Once you find the line with "index dip: (578, 392)" in the entries below, print it and each line after it up to and including the line with "index tip: (247, 108)", exactly, without pictures.

═════ Data to examine ═════

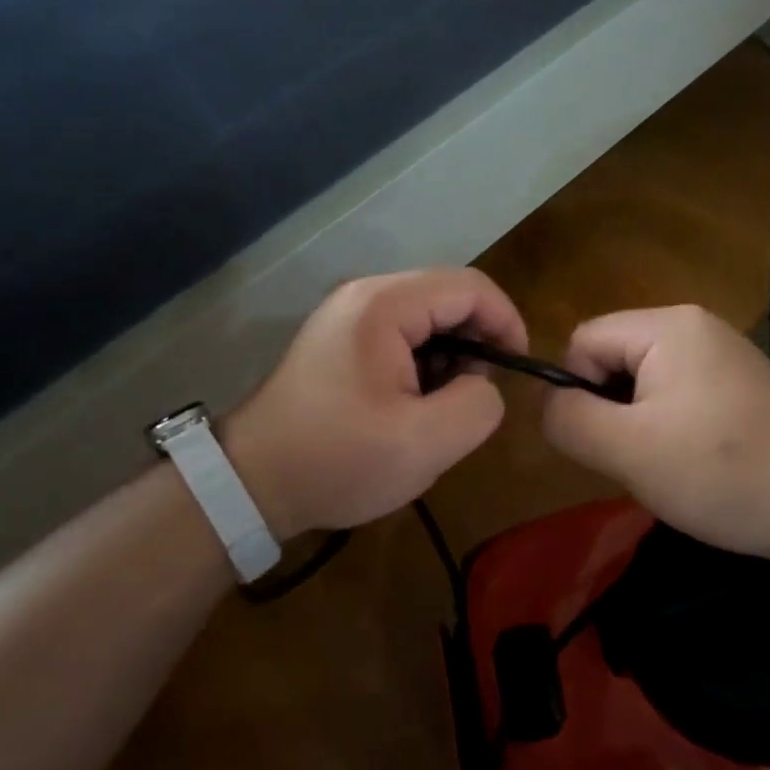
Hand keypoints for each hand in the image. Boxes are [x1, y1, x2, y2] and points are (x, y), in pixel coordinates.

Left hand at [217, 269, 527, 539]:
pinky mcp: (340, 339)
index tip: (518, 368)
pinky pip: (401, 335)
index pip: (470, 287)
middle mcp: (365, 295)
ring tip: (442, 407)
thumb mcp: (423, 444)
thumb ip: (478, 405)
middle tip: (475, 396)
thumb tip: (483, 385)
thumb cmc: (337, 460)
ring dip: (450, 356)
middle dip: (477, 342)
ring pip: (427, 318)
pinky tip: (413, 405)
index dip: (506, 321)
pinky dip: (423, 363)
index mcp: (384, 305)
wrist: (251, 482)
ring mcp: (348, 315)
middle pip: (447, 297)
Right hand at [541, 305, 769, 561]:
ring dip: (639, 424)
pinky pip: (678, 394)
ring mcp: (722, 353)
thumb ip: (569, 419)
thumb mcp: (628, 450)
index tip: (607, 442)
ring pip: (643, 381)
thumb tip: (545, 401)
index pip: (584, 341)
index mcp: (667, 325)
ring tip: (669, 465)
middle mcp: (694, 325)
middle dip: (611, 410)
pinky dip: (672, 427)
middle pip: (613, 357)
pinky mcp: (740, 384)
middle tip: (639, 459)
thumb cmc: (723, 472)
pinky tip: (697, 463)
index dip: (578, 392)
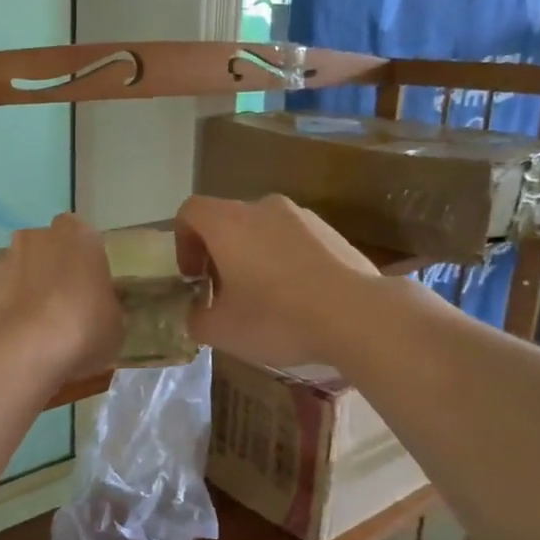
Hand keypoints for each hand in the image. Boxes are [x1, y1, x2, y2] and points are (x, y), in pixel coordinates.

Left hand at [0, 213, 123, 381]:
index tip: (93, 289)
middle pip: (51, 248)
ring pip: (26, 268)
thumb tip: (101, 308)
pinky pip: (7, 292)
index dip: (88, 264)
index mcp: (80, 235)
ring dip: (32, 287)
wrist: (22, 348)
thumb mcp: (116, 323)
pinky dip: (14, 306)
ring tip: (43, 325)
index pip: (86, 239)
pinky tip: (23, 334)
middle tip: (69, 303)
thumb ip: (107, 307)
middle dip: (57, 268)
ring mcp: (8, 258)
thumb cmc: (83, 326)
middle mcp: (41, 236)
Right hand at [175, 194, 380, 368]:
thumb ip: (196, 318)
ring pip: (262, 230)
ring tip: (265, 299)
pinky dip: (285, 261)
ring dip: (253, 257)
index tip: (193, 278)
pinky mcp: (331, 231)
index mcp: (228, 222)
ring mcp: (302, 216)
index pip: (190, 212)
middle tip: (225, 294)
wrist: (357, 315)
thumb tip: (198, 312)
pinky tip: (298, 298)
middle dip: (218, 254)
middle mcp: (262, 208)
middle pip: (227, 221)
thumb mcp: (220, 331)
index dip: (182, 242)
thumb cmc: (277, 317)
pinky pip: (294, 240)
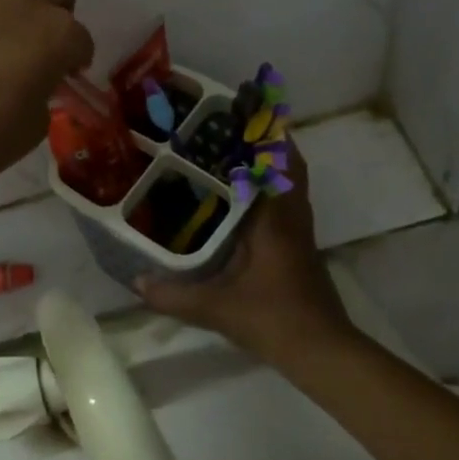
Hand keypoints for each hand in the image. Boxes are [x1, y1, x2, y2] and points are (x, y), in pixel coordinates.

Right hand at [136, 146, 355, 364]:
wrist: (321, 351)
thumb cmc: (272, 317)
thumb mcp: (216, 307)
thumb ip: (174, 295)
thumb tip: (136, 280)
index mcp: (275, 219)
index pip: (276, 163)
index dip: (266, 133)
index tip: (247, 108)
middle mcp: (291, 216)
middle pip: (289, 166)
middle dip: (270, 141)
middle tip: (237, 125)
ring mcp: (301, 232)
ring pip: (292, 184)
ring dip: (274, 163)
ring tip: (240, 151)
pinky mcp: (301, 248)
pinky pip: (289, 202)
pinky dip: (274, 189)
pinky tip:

═════

Answer to this task =
index dip: (578, 392)
Hand keypoints for each hand in the image. Boxes are [x1, y1, x2, y2] and points are (x, y), in pixel coordinates.

Left hand at [0, 213, 123, 381]:
index tip: (93, 289)
middle pip: (51, 248)
ring pip: (26, 268)
thumb tip: (101, 308)
pinky pip: (7, 292)
index dip: (88, 264)
index mcp: (80, 235)
ring dip: (32, 287)
wrist: (22, 348)
thumb mcp: (116, 323)
pinky dip: (14, 306)
ring tip: (43, 325)
index pip: (86, 239)
pinky tip: (23, 334)
middle tip: (69, 303)
thumb ip: (107, 307)
middle dip: (57, 268)
ring mcp: (8, 258)
thumb cmc: (83, 326)
middle mcp: (41, 236)
Right hand at [175, 194, 380, 368]:
thumb ip: (196, 318)
ring pip: (262, 230)
ring tip: (265, 299)
pinky dip: (285, 261)
ring dip: (253, 257)
index tip: (193, 278)
pinky mcp: (331, 231)
index mcp: (228, 222)
ring mcp: (302, 216)
index pip: (190, 212)
middle tip: (225, 294)
wrist: (357, 315)
thumb tip: (198, 312)
pinky tip: (298, 298)
middle dip: (218, 254)
middle mcp: (262, 208)
middle pip: (227, 221)
thumb mcp: (220, 331)
index dip: (182, 242)
thumb cmc: (277, 317)
pinky pip: (294, 240)
Hand keypoints for each hand in the image. Boxes are [x1, y1, x2, y2] and points are (x, y), in pixel coordinates.

Right hand at [136, 146, 355, 364]:
wrist: (321, 351)
thumb cmc: (272, 317)
thumb mcp: (216, 307)
thumb ip: (174, 295)
thumb tip: (136, 280)
index mcp: (275, 219)
index pip: (276, 163)
index dip: (266, 133)
index tip: (247, 108)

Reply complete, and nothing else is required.